▶ _What is needed_
Write out all of the records exactly once more and skip the images.

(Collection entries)
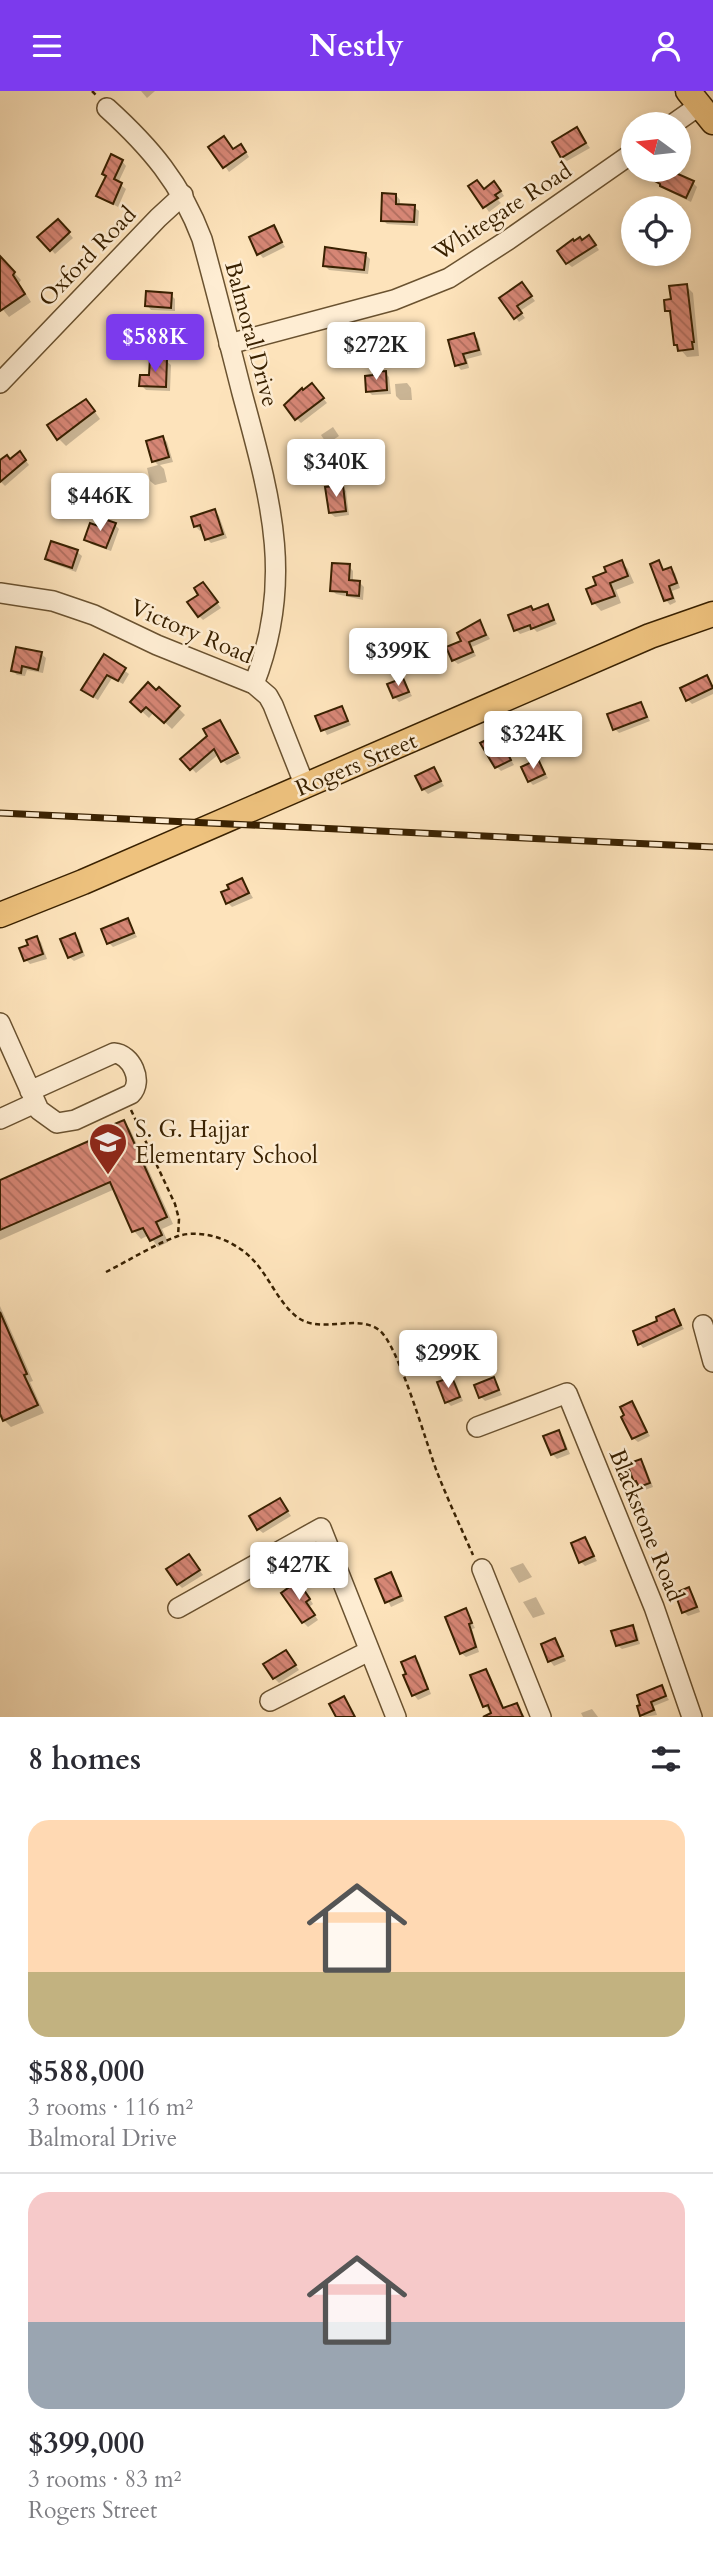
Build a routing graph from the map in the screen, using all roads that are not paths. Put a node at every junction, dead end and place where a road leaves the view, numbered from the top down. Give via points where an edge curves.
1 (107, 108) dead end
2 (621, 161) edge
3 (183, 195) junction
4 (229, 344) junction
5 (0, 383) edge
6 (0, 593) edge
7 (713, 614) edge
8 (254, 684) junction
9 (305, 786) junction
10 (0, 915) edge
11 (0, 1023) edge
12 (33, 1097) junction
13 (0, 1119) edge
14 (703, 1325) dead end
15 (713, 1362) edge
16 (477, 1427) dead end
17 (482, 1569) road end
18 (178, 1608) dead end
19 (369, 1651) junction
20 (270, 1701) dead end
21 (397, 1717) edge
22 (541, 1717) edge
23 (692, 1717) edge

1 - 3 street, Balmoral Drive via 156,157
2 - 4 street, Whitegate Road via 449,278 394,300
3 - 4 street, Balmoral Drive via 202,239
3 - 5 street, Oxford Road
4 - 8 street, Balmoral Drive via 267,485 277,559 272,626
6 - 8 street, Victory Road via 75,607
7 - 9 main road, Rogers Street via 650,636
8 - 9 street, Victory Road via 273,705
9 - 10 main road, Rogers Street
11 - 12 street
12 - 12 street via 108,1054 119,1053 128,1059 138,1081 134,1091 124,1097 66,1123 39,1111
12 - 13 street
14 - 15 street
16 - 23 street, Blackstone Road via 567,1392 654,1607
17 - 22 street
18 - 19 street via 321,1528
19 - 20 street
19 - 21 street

▶ _Exercise output_
Build a routing graph from the map in the screen, using all roads that are not paths. Put a node at every junction, dead end and place where a road leaves the view, numbered from the top down. Give via points where an edge curves.
1 (107, 108) dead end
2 (621, 161) edge
3 (183, 195) junction
4 (229, 344) junction
5 (0, 383) edge
6 (0, 593) edge
7 (713, 614) edge
8 (254, 684) junction
9 (305, 786) junction
10 (0, 915) edge
11 (0, 1023) edge
12 (33, 1097) junction
13 (0, 1119) edge
14 (703, 1325) dead end
15 (713, 1362) edge
16 (477, 1427) dead end
17 (482, 1569) road end
18 (178, 1608) dead end
19 (369, 1651) junction
20 (270, 1701) dead end
21 (397, 1717) edge
22 (541, 1717) edge
23 (692, 1717) edge

1 - 3 street, Balmoral Drive via 156,157
2 - 4 street, Whitegate Road via 449,278 394,300
3 - 4 street, Balmoral Drive via 202,239
3 - 5 street, Oxford Road
4 - 8 street, Balmoral Drive via 267,485 277,559 272,626
6 - 8 street, Victory Road via 75,607
7 - 9 main road, Rogers Street via 650,636
8 - 9 street, Victory Road via 273,705
9 - 10 main road, Rogers Street
11 - 12 street
12 - 12 street via 108,1054 119,1053 128,1059 138,1081 134,1091 124,1097 66,1123 39,1111
12 - 13 street
14 - 15 street
16 - 23 street, Blackstone Road via 567,1392 654,1607
17 - 22 street
18 - 19 street via 321,1528
19 - 20 street
19 - 21 street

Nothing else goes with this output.